Skip to main content
Explorer II
May 24, 2024
Question

STM32H743 pwm interrupts with high frequency

  • May 24, 2024
  • 2 replies
  • 2131 views

Greetings!

I generate periodically a 10MHz PWM signal of 8 pulses. The PWM signal has high polarity so the first edge is falling. I need to generate an interrupt/event on the rising edge that'll signal DMA to move data from a GPIO IDR to a data buffer. So 8 interrupts/events that cause 8 DMA transfers. I have tried using one pulse mode with a repetition counter of 8 but either the pwm doesn't stop during the interrupt or it goes too fast and if I just generate one pulse with no repetition and use a counter in

 

HAL_TIM_PWM_PulseFinishedCallback(TIM_HandleTypeDef* htim){
		tim_irqs++;
		if(tim_irqs < 8){
			HAL_TIM_PWM_Start_IT(&htim15, TIM_CHANNEL_1);
		}
}

 

it generates only one pulse. Variable tim_irqs is declared as volatile. Not doing any of that DMA stuff yet, just been trying to get the interrupts working correctly. I've been thinking if this is an timing problem (program runs too slow) or is the timer configured incorrectly? But the CPU frequency is 480MHz and the timer frequency is 240MHz. This is the first time I'm using timers like this and honestly not 100% sure what I'm doing. Any help would be appreciated. I've attached screenshots of my Cube setup and clock configuration.

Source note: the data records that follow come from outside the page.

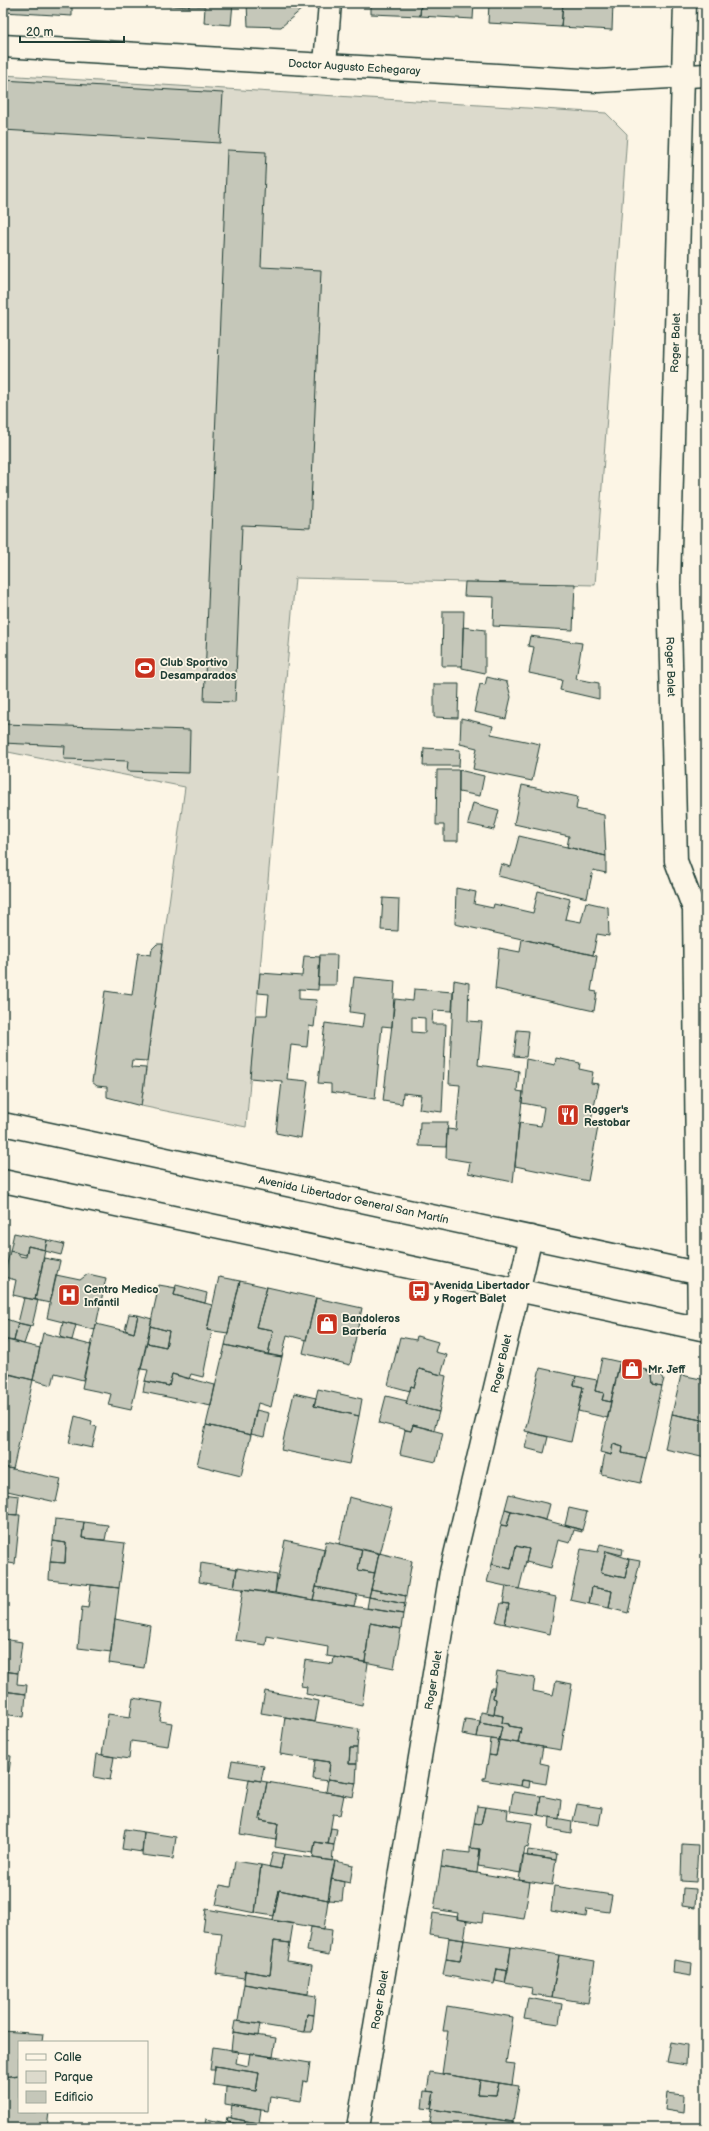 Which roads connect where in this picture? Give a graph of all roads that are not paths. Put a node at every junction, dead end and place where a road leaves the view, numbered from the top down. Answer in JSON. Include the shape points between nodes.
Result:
{"nodes":[{"id":1,"x":330,"y":3,"type":"edge"},
{"id":2,"x":685,"y":3,"type":"edge"},
{"id":3,"x":3,"y":46,"type":"edge"},
{"id":4,"x":325,"y":64,"type":"junction"},
{"id":5,"x":706,"y":75,"type":"edge"},
{"id":6,"x":683,"y":76,"type":"junction"},
{"id":7,"x":3,"y":1124,"type":"edge"},
{"id":8,"x":3,"y":1181,"type":"edge"},
{"id":9,"x":531,"y":1237,"type":"junction"},
{"id":10,"x":702,"y":1274,"type":"edge"},
{"id":11,"x":518,"y":1290,"type":"junction"},
{"id":12,"x":702,"y":1329,"type":"edge"},
{"id":13,"x":358,"y":2128,"type":"edge"}],
"edges":[{"from":1,"to":4,"type":"street"},
{"from":2,"to":6,"type":"street","name":"Roger Balet"},
{"from":3,"to":4,"type":"street","name":"Doctor Augusto Echegaray"},
{"from":4,"to":6,"type":"street","name":"Doctor Augusto Echegaray","via":[[598,81]]},
{"from":5,"to":6,"type":"street","name":"Doctor Augusto Echegaray"},
{"from":6,"to":10,"type":"street","name":"Roger Balet","via":[[669,584],[676,861],[694,909]]},
{"from":7,"to":9,"type":"street","name":"Avenida Libertador General San Martín"},
{"from":8,"to":11,"type":"street"},
{"from":9,"to":10,"type":"street","name":"Avenida Libertador General San Martín"},
{"from":9,"to":11,"type":"street","name":"Roger Balet"},
{"from":10,"to":12,"type":"street","name":"Roger Balet"},
{"from":11,"to":12,"type":"street"},
{"from":11,"to":13,"type":"street","name":"Roger Balet","via":[[451,1572]]}]} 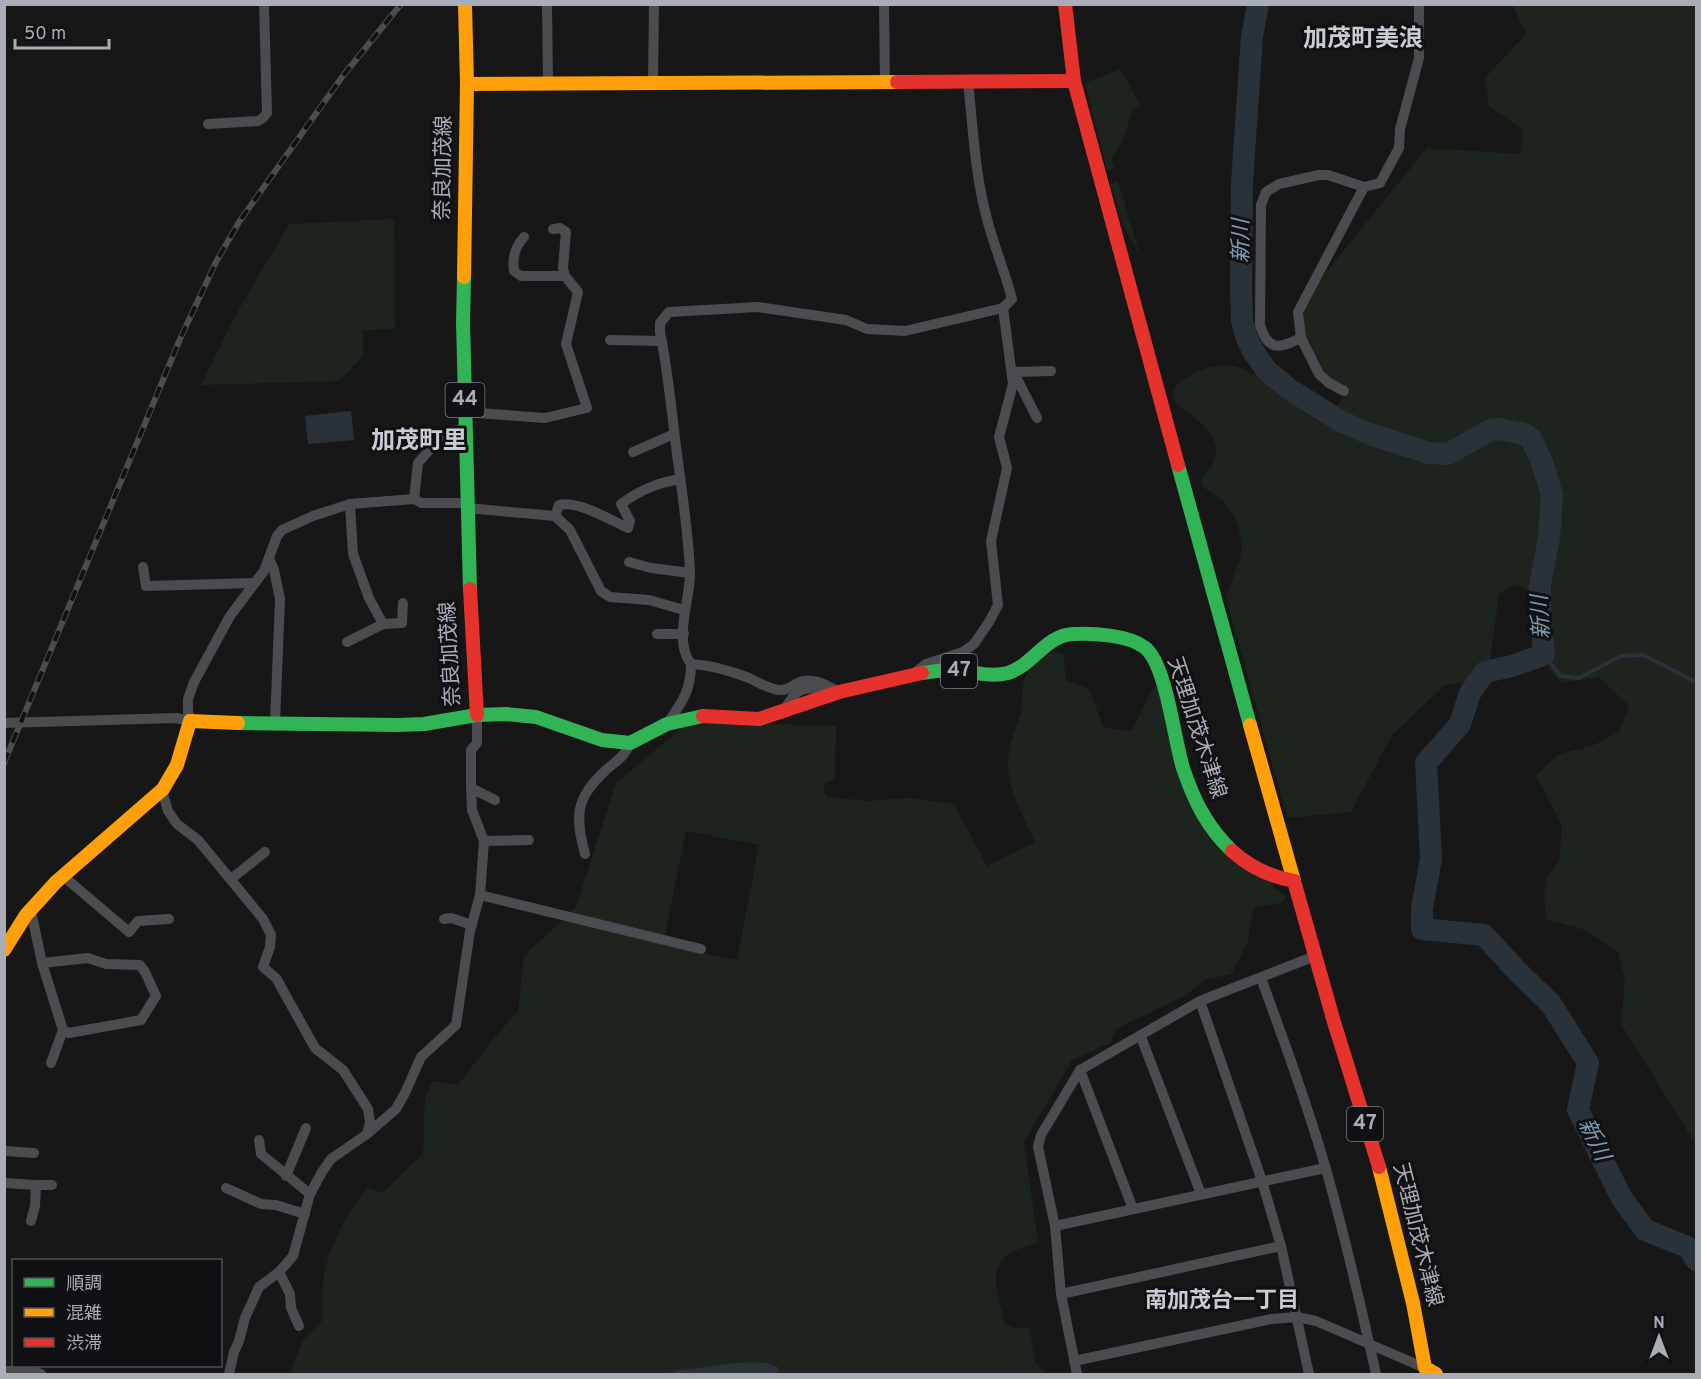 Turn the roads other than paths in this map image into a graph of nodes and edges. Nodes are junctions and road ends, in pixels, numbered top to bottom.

EDIT: Added the photos to the text body

image.png

image.png

    This topic has been closed for replies.

    2 replies

    PyryAuthor
    Explorer II
    May 24, 2024

    UPDATE: I got the counter working right when I switched to Output compare mode, but the timer still generates too many pulses

    IMG_20240524_160139222.jpg

    Explorer
    May 26, 2024

    Going into interrupt subroutine and back quite expensive in clk cycles. Having modern ~500MHz uCPU doesn't change situation much, since more advance uCPU demands even more time for breaking main loop(). Think like 1usec, so limits about 1 MHz at max. Reconsider your design completely on hardware approach, chaining two or three timers in sequance. 

    PyryAuthor
    Explorer II
    May 27, 2024

    Yea that's what I kinda feared. How would the timer chaining work in this situation? Would it be with input capture or something similar with one timer acting as a master and 3 as slaves? Also if I have understood correctly, DMA does not require any CPU intervention so in itself it would be doable with the 10 MHz frequency, just the triggering is the problem.

    PyryAuthor
    Explorer II
    May 27, 2024

    Thanks for this, although we decided to change our hardware and include an FPGA to handle the data and use the mcu just for control signals.